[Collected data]
+ + + + +
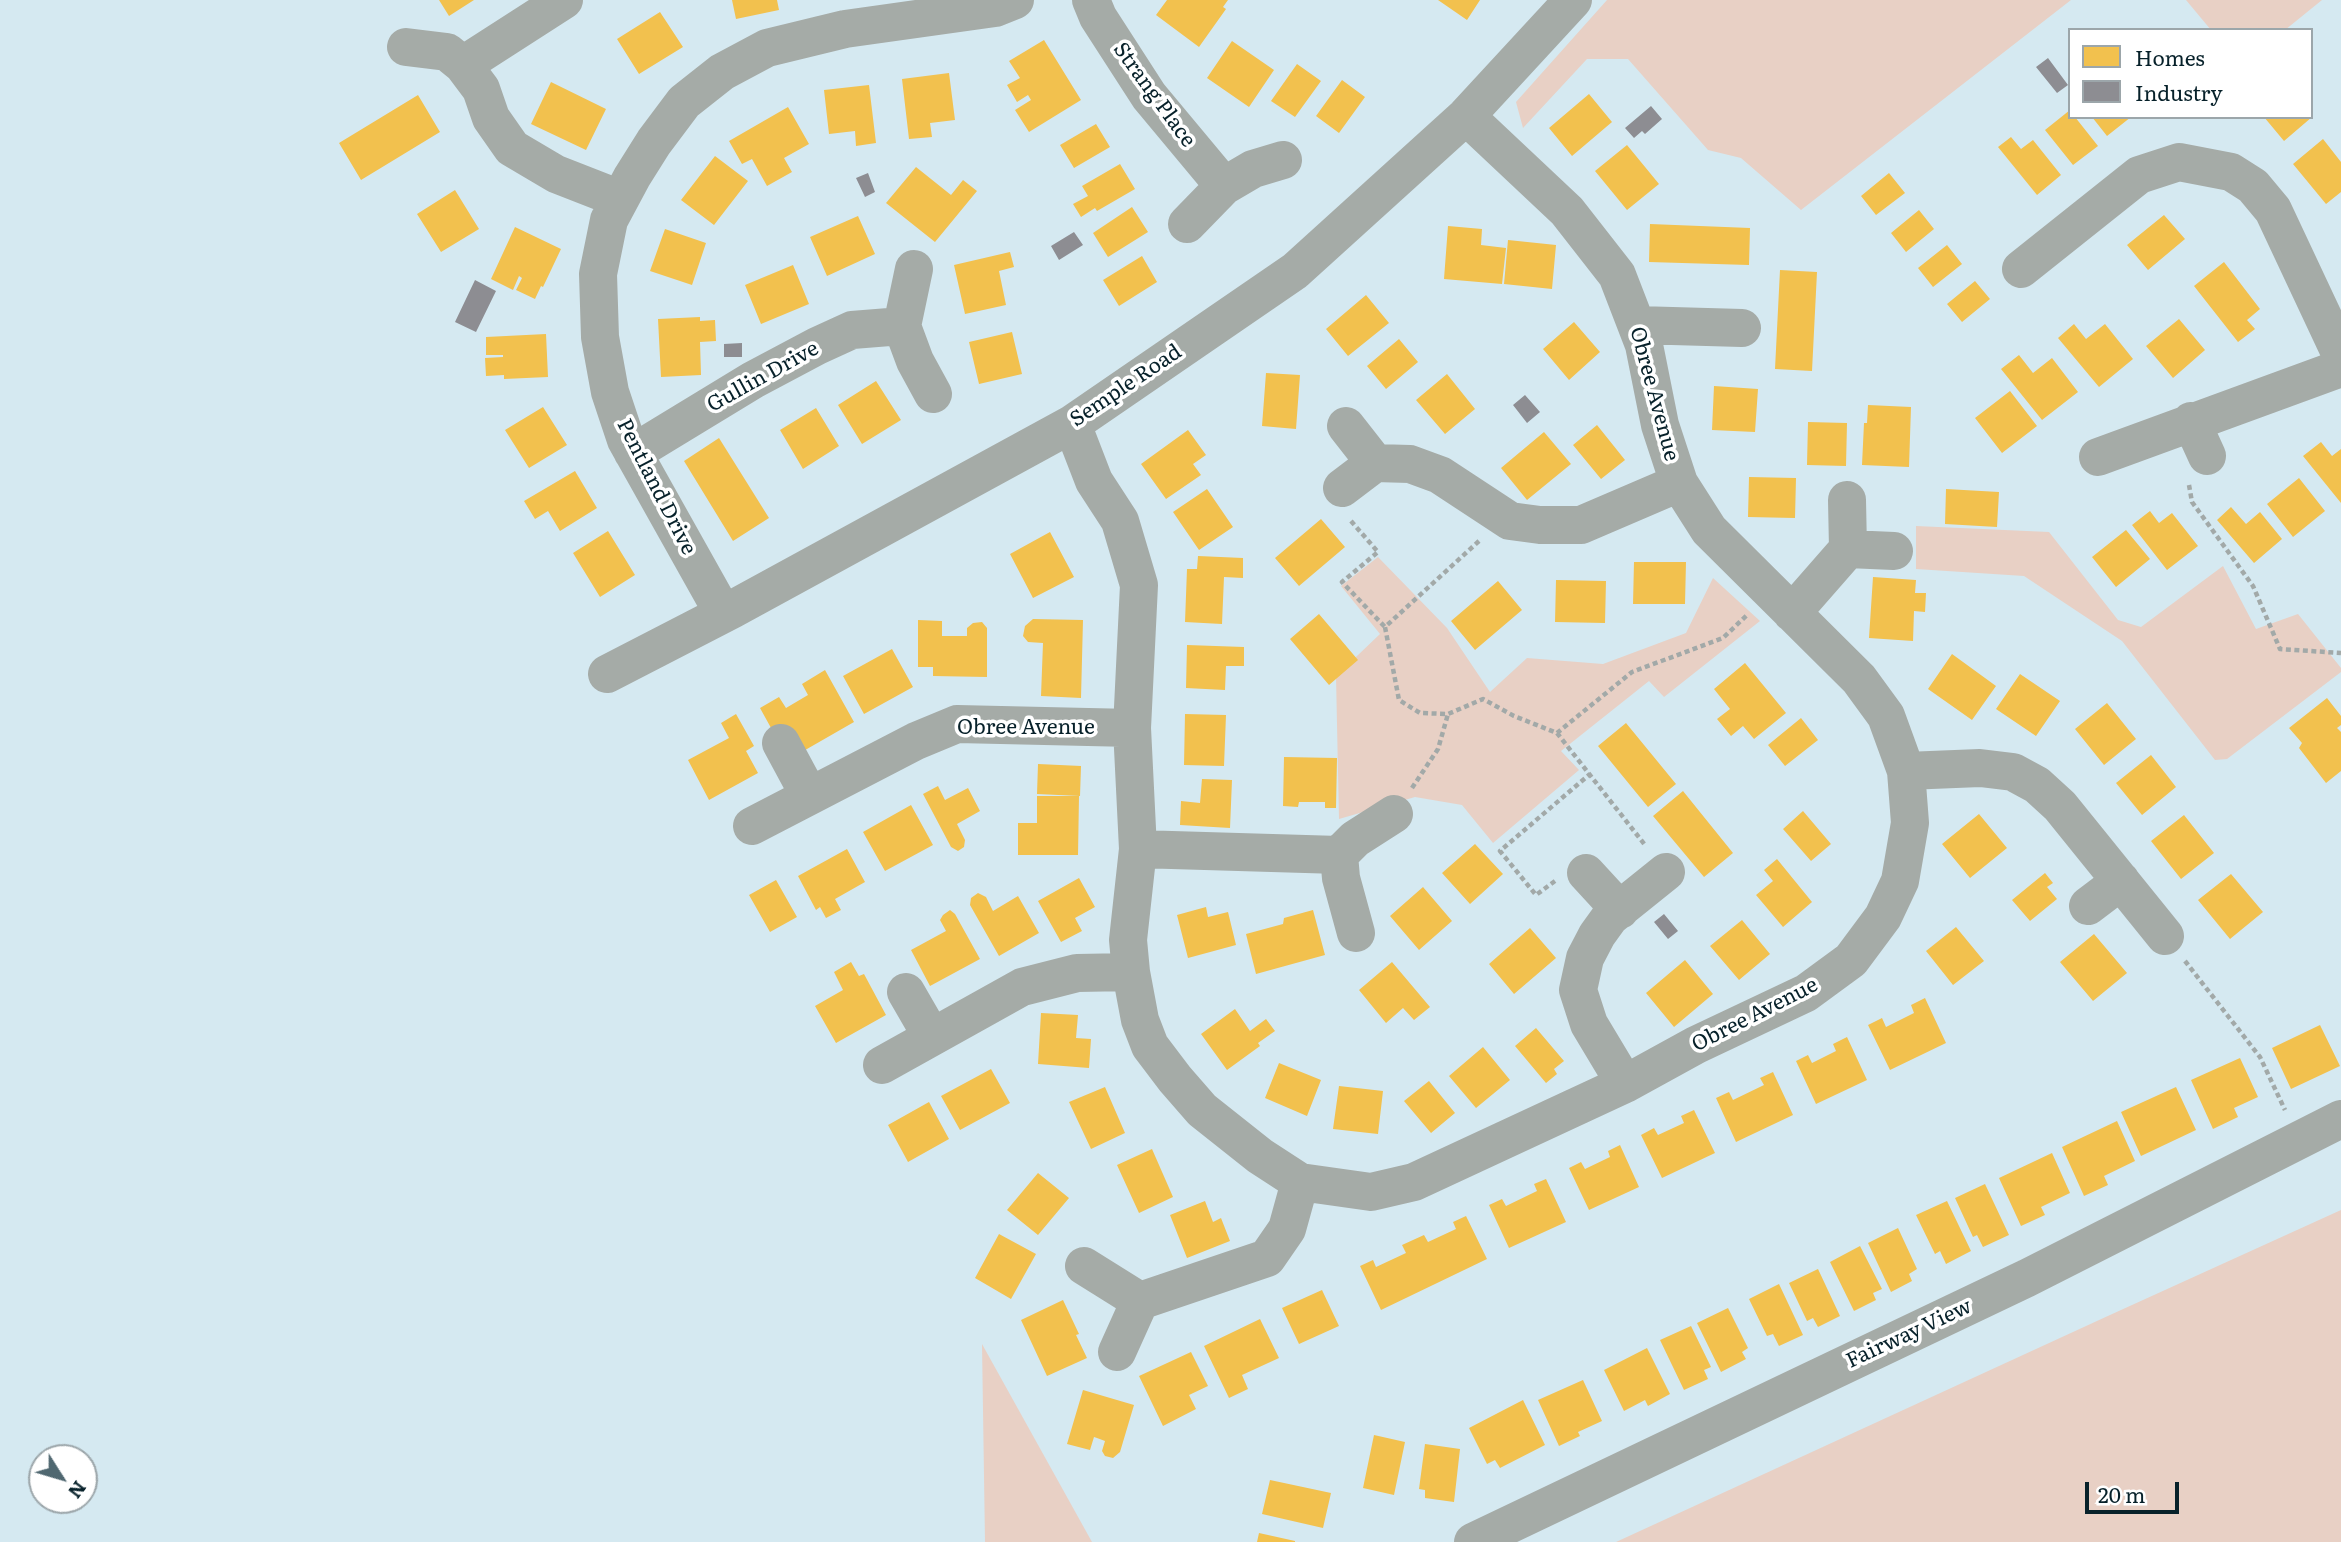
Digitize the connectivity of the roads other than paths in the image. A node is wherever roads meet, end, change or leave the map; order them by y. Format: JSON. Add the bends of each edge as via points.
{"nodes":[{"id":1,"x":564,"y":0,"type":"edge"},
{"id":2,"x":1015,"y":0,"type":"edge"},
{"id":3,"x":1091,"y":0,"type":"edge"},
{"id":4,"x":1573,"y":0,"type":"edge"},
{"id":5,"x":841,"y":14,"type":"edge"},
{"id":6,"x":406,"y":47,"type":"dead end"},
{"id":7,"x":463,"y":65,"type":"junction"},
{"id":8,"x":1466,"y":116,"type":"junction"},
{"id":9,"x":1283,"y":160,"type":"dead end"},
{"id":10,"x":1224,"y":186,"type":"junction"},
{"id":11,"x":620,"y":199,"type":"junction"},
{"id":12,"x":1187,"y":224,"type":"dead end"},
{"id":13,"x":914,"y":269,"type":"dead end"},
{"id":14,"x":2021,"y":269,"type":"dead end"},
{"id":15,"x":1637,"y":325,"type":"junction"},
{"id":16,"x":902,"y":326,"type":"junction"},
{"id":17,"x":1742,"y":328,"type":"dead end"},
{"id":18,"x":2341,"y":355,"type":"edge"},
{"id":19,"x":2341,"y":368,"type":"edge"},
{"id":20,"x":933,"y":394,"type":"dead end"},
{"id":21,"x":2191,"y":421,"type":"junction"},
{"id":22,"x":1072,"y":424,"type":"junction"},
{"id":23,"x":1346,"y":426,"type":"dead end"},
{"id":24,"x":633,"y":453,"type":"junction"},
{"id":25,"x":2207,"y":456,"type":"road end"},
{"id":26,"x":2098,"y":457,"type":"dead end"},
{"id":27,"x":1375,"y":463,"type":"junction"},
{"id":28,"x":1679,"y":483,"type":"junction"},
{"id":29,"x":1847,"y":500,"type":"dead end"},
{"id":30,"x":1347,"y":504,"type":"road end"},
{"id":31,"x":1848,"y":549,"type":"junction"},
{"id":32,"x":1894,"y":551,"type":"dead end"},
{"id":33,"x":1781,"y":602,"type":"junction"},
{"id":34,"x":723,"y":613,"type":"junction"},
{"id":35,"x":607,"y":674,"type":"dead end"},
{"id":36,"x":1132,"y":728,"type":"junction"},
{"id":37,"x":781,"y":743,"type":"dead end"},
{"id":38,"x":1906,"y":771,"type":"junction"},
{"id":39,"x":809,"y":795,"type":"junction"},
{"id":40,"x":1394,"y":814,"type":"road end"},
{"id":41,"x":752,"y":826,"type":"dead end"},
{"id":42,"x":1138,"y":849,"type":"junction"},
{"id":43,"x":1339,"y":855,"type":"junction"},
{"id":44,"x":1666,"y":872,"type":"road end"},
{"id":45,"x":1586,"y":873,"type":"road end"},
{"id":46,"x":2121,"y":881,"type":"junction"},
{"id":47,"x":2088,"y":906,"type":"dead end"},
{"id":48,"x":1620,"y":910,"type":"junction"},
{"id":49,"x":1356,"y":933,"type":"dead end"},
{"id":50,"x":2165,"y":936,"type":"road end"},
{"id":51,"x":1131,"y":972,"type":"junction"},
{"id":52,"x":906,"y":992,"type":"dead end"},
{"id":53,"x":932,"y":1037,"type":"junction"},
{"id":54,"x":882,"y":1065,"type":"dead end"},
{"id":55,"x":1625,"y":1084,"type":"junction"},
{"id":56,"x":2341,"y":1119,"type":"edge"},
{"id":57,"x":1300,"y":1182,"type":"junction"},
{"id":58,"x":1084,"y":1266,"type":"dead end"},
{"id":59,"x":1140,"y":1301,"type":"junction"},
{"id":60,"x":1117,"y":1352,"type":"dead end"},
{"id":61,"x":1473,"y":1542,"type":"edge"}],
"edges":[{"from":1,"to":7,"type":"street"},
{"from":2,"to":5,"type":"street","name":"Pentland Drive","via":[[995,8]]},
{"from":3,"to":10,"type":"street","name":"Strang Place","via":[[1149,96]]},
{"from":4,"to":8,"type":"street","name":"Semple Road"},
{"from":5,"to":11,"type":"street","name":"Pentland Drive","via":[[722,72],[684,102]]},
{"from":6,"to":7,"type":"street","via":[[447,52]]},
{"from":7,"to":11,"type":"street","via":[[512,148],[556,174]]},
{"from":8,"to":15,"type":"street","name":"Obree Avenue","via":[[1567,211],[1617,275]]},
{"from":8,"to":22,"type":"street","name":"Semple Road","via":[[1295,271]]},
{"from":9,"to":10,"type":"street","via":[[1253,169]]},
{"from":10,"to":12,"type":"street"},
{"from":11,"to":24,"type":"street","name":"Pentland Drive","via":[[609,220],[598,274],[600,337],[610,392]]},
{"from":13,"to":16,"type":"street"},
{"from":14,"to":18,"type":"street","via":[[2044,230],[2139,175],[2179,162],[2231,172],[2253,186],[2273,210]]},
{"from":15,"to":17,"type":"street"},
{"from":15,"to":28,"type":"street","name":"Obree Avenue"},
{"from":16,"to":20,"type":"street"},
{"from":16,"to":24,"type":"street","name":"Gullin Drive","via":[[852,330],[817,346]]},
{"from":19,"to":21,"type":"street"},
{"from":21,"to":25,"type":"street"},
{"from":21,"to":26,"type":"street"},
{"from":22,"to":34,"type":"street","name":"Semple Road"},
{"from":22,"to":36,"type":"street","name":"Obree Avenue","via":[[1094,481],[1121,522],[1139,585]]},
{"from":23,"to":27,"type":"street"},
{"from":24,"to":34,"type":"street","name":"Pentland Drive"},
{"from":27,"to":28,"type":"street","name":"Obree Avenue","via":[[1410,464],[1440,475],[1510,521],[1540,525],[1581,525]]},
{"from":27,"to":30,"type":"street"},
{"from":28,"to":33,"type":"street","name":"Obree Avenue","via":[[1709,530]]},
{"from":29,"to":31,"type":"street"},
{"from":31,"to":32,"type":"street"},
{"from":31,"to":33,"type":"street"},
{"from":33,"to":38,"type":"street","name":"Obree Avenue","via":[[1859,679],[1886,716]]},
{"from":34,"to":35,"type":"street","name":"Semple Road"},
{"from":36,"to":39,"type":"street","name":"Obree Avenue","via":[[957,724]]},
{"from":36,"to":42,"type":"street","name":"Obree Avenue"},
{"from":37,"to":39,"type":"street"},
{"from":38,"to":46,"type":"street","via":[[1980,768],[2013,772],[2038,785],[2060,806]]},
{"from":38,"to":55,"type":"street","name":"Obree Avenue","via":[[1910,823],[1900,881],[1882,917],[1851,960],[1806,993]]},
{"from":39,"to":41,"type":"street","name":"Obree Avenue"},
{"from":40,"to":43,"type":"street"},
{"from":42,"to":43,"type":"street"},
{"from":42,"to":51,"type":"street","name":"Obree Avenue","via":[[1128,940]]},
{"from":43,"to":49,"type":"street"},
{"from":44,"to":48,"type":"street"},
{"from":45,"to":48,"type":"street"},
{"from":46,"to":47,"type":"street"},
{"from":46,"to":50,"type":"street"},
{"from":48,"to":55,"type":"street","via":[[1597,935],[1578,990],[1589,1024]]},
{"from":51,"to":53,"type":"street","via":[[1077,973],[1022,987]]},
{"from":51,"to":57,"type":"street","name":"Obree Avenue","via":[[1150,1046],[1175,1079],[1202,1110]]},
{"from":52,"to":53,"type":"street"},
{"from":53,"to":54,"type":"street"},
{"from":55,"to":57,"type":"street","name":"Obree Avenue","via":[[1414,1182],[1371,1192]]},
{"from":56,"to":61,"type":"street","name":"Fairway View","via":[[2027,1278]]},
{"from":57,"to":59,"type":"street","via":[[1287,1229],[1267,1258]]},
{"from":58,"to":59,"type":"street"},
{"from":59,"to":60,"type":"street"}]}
+ + + + +
> [WHAT IS BEING ASKED] Counting only lines that contain "Drive", what is the total for the entries above? Give the number alone.

> [YOUR SOLUTION] 5